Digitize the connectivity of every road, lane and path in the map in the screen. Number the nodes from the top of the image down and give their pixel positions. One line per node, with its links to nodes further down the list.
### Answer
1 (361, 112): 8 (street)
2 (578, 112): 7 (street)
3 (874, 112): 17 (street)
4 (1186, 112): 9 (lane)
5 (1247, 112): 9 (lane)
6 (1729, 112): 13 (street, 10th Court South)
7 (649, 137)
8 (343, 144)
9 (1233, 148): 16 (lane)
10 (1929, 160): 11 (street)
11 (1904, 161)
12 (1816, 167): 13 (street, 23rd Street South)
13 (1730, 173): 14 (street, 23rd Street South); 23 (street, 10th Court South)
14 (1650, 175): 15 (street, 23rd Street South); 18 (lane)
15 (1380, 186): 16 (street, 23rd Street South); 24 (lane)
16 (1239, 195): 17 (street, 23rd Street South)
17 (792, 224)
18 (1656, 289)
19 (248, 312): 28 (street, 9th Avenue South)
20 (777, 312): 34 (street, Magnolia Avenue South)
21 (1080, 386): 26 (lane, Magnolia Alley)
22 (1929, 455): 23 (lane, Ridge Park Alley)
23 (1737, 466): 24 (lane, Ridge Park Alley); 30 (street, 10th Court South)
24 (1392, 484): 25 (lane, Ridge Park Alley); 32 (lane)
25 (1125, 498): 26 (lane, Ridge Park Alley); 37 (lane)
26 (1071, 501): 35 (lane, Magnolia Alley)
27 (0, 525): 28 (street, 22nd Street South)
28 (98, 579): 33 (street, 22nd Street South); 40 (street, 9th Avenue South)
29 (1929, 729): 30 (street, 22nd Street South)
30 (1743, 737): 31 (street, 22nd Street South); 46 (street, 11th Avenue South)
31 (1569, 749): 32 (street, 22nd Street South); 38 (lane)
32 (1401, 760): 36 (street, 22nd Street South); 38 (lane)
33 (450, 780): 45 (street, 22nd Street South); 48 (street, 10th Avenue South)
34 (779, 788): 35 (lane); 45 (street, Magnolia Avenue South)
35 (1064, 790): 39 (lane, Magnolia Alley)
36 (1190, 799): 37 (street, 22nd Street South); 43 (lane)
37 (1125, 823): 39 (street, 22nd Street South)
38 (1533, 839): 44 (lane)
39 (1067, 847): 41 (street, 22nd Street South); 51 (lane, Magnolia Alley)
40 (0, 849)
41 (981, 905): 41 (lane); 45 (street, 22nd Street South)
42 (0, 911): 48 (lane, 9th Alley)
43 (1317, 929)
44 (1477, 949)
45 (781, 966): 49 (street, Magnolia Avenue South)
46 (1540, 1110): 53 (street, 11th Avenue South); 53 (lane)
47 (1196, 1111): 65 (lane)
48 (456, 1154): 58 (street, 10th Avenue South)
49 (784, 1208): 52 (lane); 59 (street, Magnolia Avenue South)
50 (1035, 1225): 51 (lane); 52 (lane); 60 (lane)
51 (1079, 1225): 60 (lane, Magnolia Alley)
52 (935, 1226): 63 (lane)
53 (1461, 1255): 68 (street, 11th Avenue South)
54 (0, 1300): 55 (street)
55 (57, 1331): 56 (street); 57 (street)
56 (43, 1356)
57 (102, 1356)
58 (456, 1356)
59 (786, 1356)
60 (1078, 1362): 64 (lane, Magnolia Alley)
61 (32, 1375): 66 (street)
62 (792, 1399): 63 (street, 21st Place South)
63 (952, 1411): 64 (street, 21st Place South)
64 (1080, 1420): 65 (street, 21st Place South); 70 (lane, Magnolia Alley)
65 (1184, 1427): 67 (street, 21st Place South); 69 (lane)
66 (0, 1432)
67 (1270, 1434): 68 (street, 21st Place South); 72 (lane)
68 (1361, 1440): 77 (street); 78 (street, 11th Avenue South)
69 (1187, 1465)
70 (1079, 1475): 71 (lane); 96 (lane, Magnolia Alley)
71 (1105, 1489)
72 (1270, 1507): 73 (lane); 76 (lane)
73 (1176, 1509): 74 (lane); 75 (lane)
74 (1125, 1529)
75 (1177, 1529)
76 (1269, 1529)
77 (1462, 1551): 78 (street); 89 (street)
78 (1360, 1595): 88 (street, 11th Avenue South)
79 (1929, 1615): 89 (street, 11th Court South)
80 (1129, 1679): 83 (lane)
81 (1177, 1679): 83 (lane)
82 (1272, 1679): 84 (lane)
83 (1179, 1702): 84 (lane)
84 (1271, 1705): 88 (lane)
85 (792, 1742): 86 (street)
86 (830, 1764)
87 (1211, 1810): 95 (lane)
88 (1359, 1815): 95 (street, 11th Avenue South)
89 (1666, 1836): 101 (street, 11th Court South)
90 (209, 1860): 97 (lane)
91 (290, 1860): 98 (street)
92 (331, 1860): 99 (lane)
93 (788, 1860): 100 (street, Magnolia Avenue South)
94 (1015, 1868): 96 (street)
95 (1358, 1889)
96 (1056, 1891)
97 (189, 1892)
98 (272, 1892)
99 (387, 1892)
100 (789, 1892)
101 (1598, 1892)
........
INSTRUCTIONS FOR THE TASK: Once the records are read, print each of them exactly as written.

SOLUTION TO THIS EXERCISE:
Digitize the connectivity of every road, lane and path in the map in the screen. Number the nodes from the top of the image down and give their pixel positions. One line per node, with its links to nodes further down the list.
### Answer
1 (361, 112): 8 (street)
2 (578, 112): 7 (street)
3 (874, 112): 17 (street)
4 (1186, 112): 9 (lane)
5 (1247, 112): 9 (lane)
6 (1729, 112): 13 (street, 10th Court South)
7 (649, 137)
8 (343, 144)
9 (1233, 148): 16 (lane)
10 (1929, 160): 11 (street)
11 (1904, 161)
12 (1816, 167): 13 (street, 23rd Street South)
13 (1730, 173): 14 (street, 23rd Street South); 23 (street, 10th Court South)
14 (1650, 175): 15 (street, 23rd Street South); 18 (lane)
15 (1380, 186): 16 (street, 23rd Street South); 24 (lane)
16 (1239, 195): 17 (street, 23rd Street South)
17 (792, 224)
18 (1656, 289)
19 (248, 312): 28 (street, 9th Avenue South)
20 (777, 312): 34 (street, Magnolia Avenue South)
21 (1080, 386): 26 (lane, Magnolia Alley)
22 (1929, 455): 23 (lane, Ridge Park Alley)
23 (1737, 466): 24 (lane, Ridge Park Alley); 30 (street, 10th Court South)
24 (1392, 484): 25 (lane, Ridge Park Alley); 32 (lane)
25 (1125, 498): 26 (lane, Ridge Park Alley); 37 (lane)
26 (1071, 501): 35 (lane, Magnolia Alley)
27 (0, 525): 28 (street, 22nd Street South)
28 (98, 579): 33 (street, 22nd Street South); 40 (street, 9th Avenue South)
29 (1929, 729): 30 (street, 22nd Street South)
30 (1743, 737): 31 (street, 22nd Street South); 46 (street, 11th Avenue South)
31 (1569, 749): 32 (street, 22nd Street South); 38 (lane)
32 (1401, 760): 36 (street, 22nd Street South); 38 (lane)
33 (450, 780): 45 (street, 22nd Street South); 48 (street, 10th Avenue South)
34 (779, 788): 35 (lane); 45 (street, Magnolia Avenue South)
35 (1064, 790): 39 (lane, Magnolia Alley)
36 (1190, 799): 37 (street, 22nd Street South); 43 (lane)
37 (1125, 823): 39 (street, 22nd Street South)
38 (1533, 839): 44 (lane)
39 (1067, 847): 41 (street, 22nd Street South); 51 (lane, Magnolia Alley)
40 (0, 849)
41 (981, 905): 41 (lane); 45 (street, 22nd Street South)
42 (0, 911): 48 (lane, 9th Alley)
43 (1317, 929)
44 (1477, 949)
45 (781, 966): 49 (street, Magnolia Avenue South)
46 (1540, 1110): 53 (street, 11th Avenue South); 53 (lane)
47 (1196, 1111): 65 (lane)
48 (456, 1154): 58 (street, 10th Avenue South)
49 (784, 1208): 52 (lane); 59 (street, Magnolia Avenue South)
50 (1035, 1225): 51 (lane); 52 (lane); 60 (lane)
51 (1079, 1225): 60 (lane, Magnolia Alley)
52 (935, 1226): 63 (lane)
53 (1461, 1255): 68 (street, 11th Avenue South)
54 (0, 1300): 55 (street)
55 (57, 1331): 56 (street); 57 (street)
56 (43, 1356)
57 (102, 1356)
58 (456, 1356)
59 (786, 1356)
60 (1078, 1362): 64 (lane, Magnolia Alley)
61 (32, 1375): 66 (street)
62 (792, 1399): 63 (street, 21st Place South)
63 (952, 1411): 64 (street, 21st Place South)
64 (1080, 1420): 65 (street, 21st Place South); 70 (lane, Magnolia Alley)
65 (1184, 1427): 67 (street, 21st Place South); 69 (lane)
66 (0, 1432)
67 (1270, 1434): 68 (street, 21st Place South); 72 (lane)
68 (1361, 1440): 77 (street); 78 (street, 11th Avenue South)
69 (1187, 1465)
70 (1079, 1475): 71 (lane); 96 (lane, Magnolia Alley)
71 (1105, 1489)
72 (1270, 1507): 73 (lane); 76 (lane)
73 (1176, 1509): 74 (lane); 75 (lane)
74 (1125, 1529)
75 (1177, 1529)
76 (1269, 1529)
77 (1462, 1551): 78 (street); 89 (street)
78 (1360, 1595): 88 (street, 11th Avenue South)
79 (1929, 1615): 89 (street, 11th Court South)
80 (1129, 1679): 83 (lane)
81 (1177, 1679): 83 (lane)
82 (1272, 1679): 84 (lane)
83 (1179, 1702): 84 (lane)
84 (1271, 1705): 88 (lane)
85 (792, 1742): 86 (street)
86 (830, 1764)
87 (1211, 1810): 95 (lane)
88 (1359, 1815): 95 (street, 11th Avenue South)
89 (1666, 1836): 101 (street, 11th Court South)
90 (209, 1860): 97 (lane)
91 (290, 1860): 98 (street)
92 (331, 1860): 99 (lane)
93 (788, 1860): 100 (street, Magnolia Avenue South)
94 (1015, 1868): 96 (street)
95 (1358, 1889)
96 (1056, 1891)
97 (189, 1892)
98 (272, 1892)
99 (387, 1892)
100 (789, 1892)
101 (1598, 1892)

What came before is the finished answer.